◆ **PROBLEM TO SOLVE**
With no additions or omissions, print the listing that follows.

◆ **MATERIAL SUPPLIED**
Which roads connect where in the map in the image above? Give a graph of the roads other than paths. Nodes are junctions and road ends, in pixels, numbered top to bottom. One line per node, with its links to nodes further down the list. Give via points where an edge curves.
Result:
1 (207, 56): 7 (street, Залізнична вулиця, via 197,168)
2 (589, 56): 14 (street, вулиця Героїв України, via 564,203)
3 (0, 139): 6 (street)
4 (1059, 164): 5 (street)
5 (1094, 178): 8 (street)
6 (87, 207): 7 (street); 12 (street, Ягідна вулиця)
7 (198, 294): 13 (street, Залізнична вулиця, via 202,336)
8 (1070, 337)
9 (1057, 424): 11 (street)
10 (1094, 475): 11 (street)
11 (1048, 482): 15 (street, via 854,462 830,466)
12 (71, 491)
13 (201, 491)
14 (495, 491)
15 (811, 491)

◆ **EXERCISE ANSWER**
Which roads connect where in the map in the image above? Give a graph of the roads other than paths. Nodes are junctions and road ends, in pixels, numbered top to bottom. One line per node, with its links to nodes further down the list. Give via points where an edge curves.
Result:
1 (207, 56): 7 (street, Залізнична вулиця, via 197,168)
2 (589, 56): 14 (street, вулиця Героїв України, via 564,203)
3 (0, 139): 6 (street)
4 (1059, 164): 5 (street)
5 (1094, 178): 8 (street)
6 (87, 207): 7 (street); 12 (street, Ягідна вулиця)
7 (198, 294): 13 (street, Залізнична вулиця, via 202,336)
8 (1070, 337)
9 (1057, 424): 11 (street)
10 (1094, 475): 11 (street)
11 (1048, 482): 15 (street, via 854,462 830,466)
12 (71, 491)
13 (201, 491)
14 (495, 491)
15 (811, 491)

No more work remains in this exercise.